Matsalu sits on Estonia's western coast where the Kasari River fans out across a vast bay before meeting the Baltic, and the result is one of Europe's genuinely great wetland birding sites. The landscape shifts between open water, flooded meadows, coastal reedbeds and wet woodland, and that variety is precisely what draws such a range of species.
Getting around requires patience — trails are mostly flat but sections of boardwalk and meadow path can be sodden well into May, so rubber boots are not optional, they're essential.
Spring is the undisputed highlight. On still mornings in late April and early May, the meadows fill with staging Barnacle Geese in numbers that can stretch into the tens of thousands, a spectacle that takes a moment to fully absorb. Whooper Swans gather on the open water during the same window, often close enough to study without a scope.
The wooden observation towers dotted across the reserve give you genuine elevation over the reedbeds, and this is where patience pays off — listen carefully at dawn for the rhythmic ticking of Spotted Crake, and scan systematically for Aquatic Warbler moving through sedge margins, a species with a genuinely uncertain global future.

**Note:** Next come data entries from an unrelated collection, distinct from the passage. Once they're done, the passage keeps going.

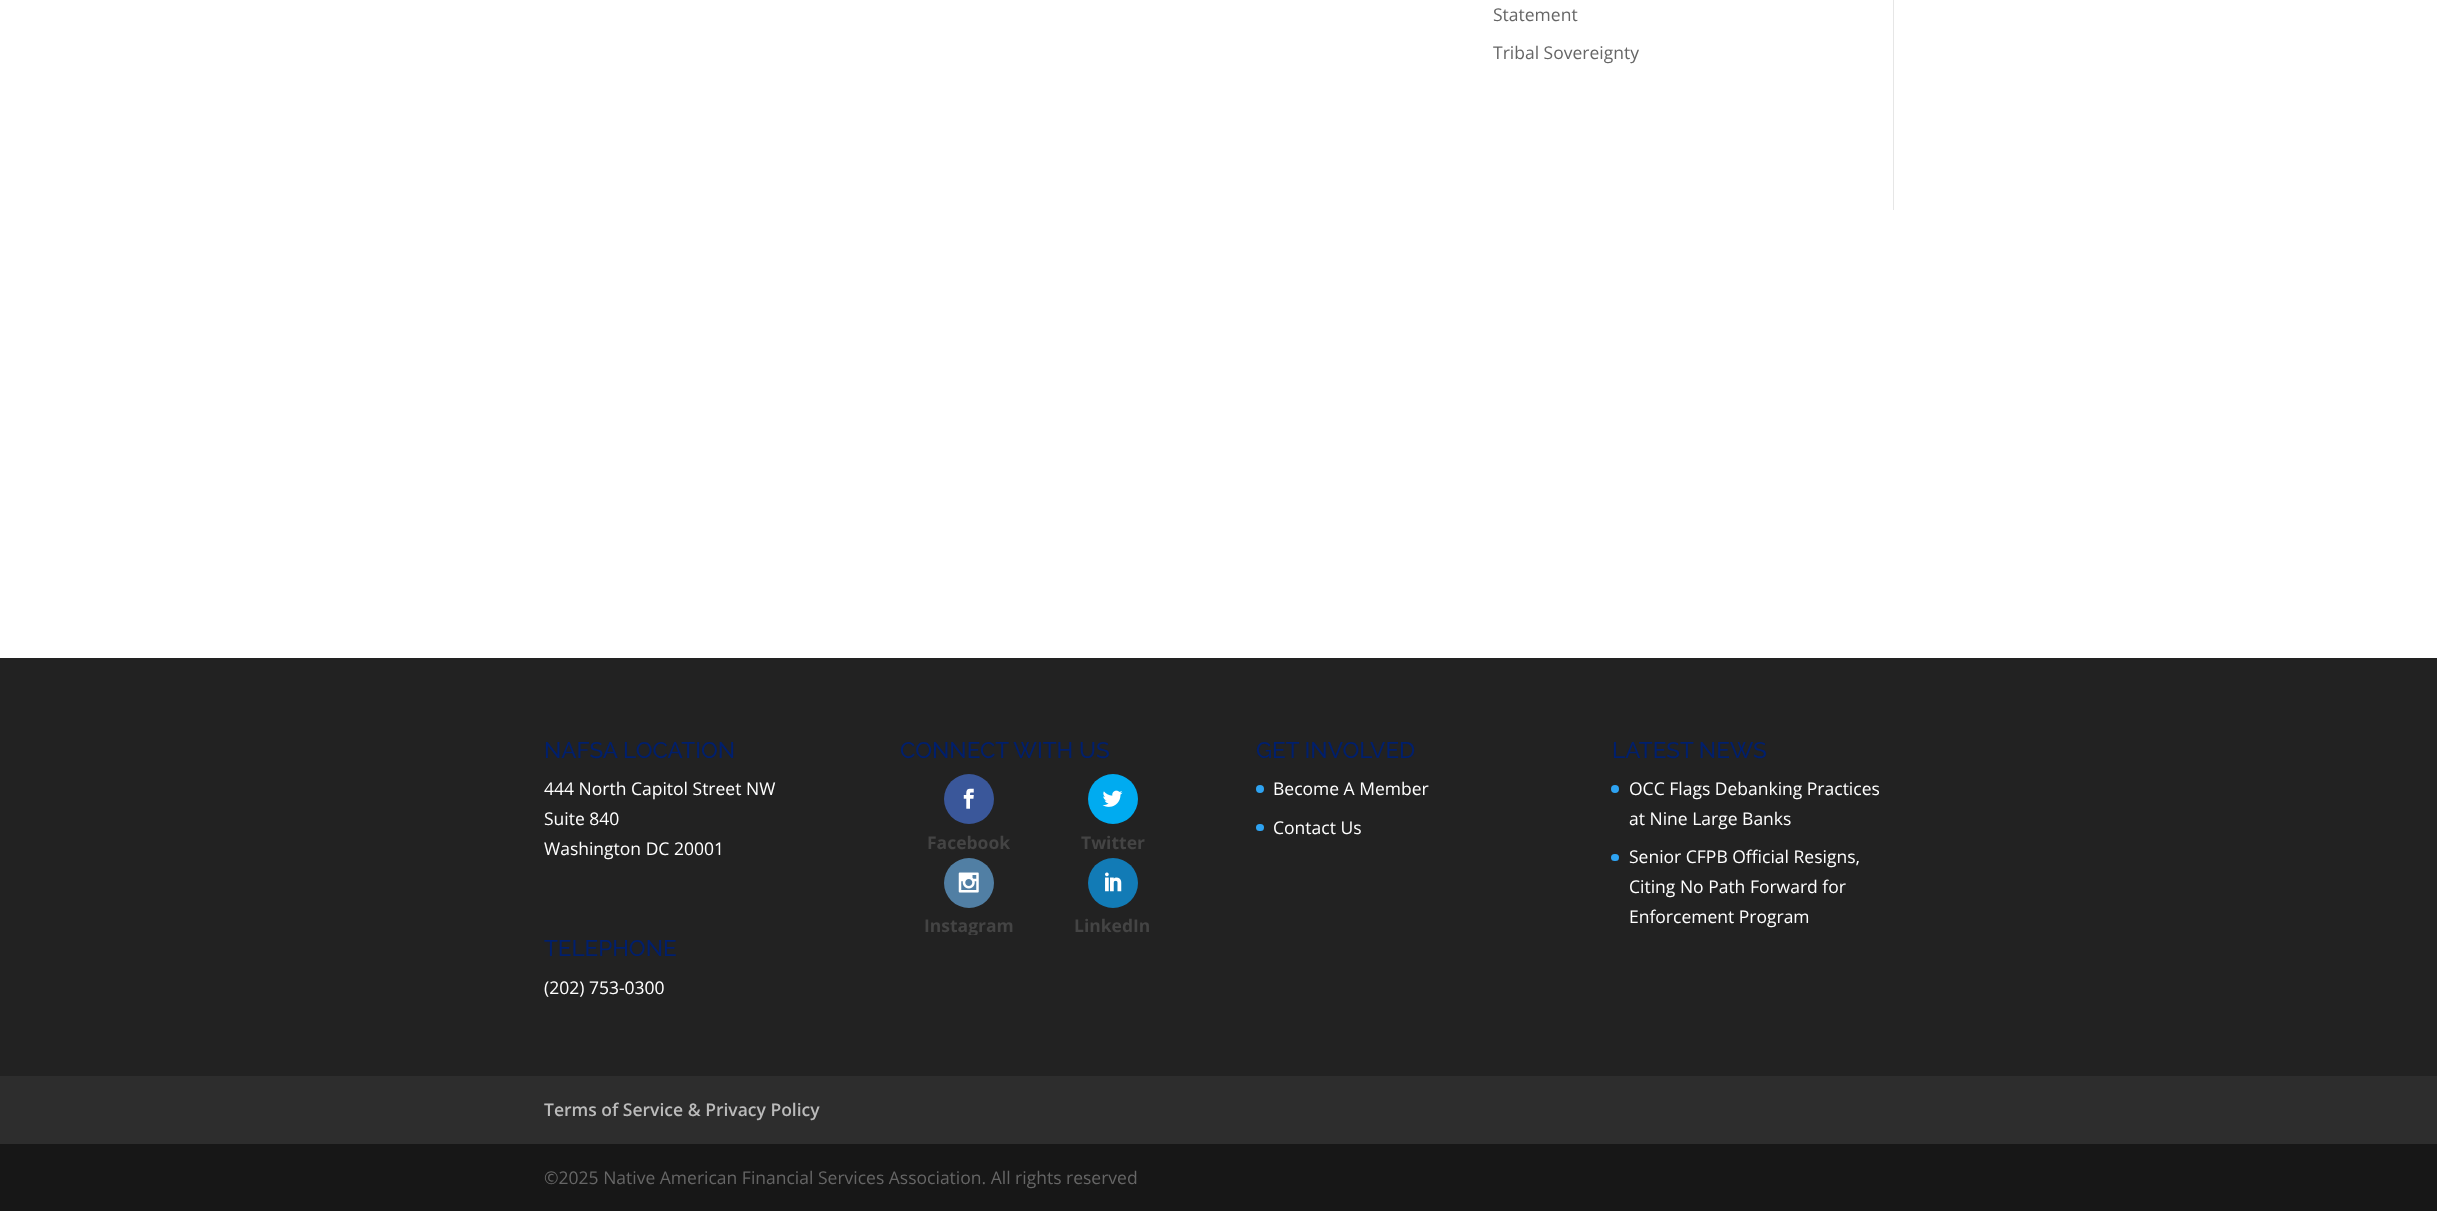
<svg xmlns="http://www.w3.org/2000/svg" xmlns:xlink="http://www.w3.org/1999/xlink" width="2437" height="1211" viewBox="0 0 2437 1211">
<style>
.cls-1{font:17.5px Open Sans;fill:#666666}
.cls-2{font:500 22.5px Raleway;fill:#001f6d}
.cls-3{font:17.5px Open Sans;fill:#ffffff}
.cls-4{font:bold 17.5px Open Sans;fill:#444444}
.cls-5{font:600 17.5px Open Sans;fill:#bbbbbb}
</style>
<defs>
<clipPath id="clip1"><rect x="900" y="858" width="138" height="77"/></clipPath>
</defs>
<rect width="100%" height="100%" fill="#ffffff"/>
<rect fill="#e6e6e6" x="1893" y="0" width="1" height="210"/>
<rect fill="#222222" x="0" y="658" width="2437" height="418"/>
<circle fill="#3a579a" cx="969" cy="799" r="25"/>
<image xlink:href="image0.png" x="963" y="788" width="11" height="21"/>
<circle fill="#00abf0" cx="1113" cy="799" r="25"/>
<image xlink:href="image1.png" x="1102" y="790" width="21" height="17"/>
<circle fill="#517fa4" cx="969" cy="883" r="25"/>
<image xlink:href="image2.png" x="958" y="872" width="21" height="21"/>
<circle fill="#127bb6" cx="1113" cy="883" r="25"/>
<image xlink:href="image3.png" x="1105" y="872" width="17" height="20"/>
<circle fill="#2ea3f2" cx="1260" cy="789" r="4"/>
<rect fill="#2ea3f2" x="1256" y="824" width="8" height="7" rx="3.5"/>
<circle fill="#2ea3f2" cx="1615" cy="789" r="4"/>
<rect fill="#2ea3f2" x="1611" y="854" width="8" height="7" rx="3.5"/>
<rect fill="#2d2d2d" x="0" y="1076" width="2437" height="68"/>
<rect fill="#171717" x="0" y="1144" width="2437" height="67"/>
<text class="cls-1" x="1493" y="21">Statement</text>
<text class="cls-1" x="1493" y="59">Tribal Sovereignty</text>
<text class="cls-2" x="544" y="758">NAFSA LOCATION</text>
<text class="cls-3"><tspan x="544" y="795">444 North Capitol Street NW</tspan><tspan x="544" y="825">Suite 840</tspan><tspan x="544" y="855">Washington DC 20001</tspan></text>
<text class="cls-2" x="544" y="956">TELEPHONE</text>
<text class="cls-3" x="544" y="994">(202) 753-0300</text>
<text class="cls-2" x="900" y="758">CONNECT WITH US</text>
<text class="cls-4" x="927" y="849">Facebook</text>
<text class="cls-4" x="1081" y="849">Twitter</text>
<g clip-path="url(#clip1)">
<text class="cls-4" x="924" y="932">Instagram</text>
</g>
<text class="cls-4" x="1074" y="932">LinkedIn</text>
<text class="cls-2" x="1256" y="758">GET INVOLVED</text>
<text class="cls-3" x="1273" y="795">Become A Member</text>
<text class="cls-3" x="1273" y="834">Contact Us</text>
<text class="cls-2" x="1612" y="758">LATEST NEWS</text>
<text class="cls-3"><tspan x="1629" y="795">OCC Flags Debanking Practices</tspan><tspan x="1629" y="825">at Nine Large Banks</tspan></text>
<text class="cls-3"><tspan x="1629" y="863">Senior CFPB Official Resigns,</tspan><tspan x="1629" y="893">Citing No Path Forward for</tspan><tspan x="1629" y="923">Enforcement Program</tspan></text>
<text class="cls-5" x="544" y="1116">Terms of Service &amp; Privacy Policy</text>
<text class="cls-1" x="544" y="1184">©2025 Native American Financial Services Association. All rights reserved</text>
</svg>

Local guides are available through the park visitor centre in Penijõe, and I'd recommend booking one for at least a half-day if you're after the crakes. Accommodation is modest: a handful of guesthouses in Lihula and nearby villages cover the basics comfortably enough.
Visit late April through late May for migratory spectacle, or August for returning waders; bring a good spotting scope, high-factor insect repellent, and waterproof trousers, and avoid mid-summer unless reedbed warblers alone justify the journey.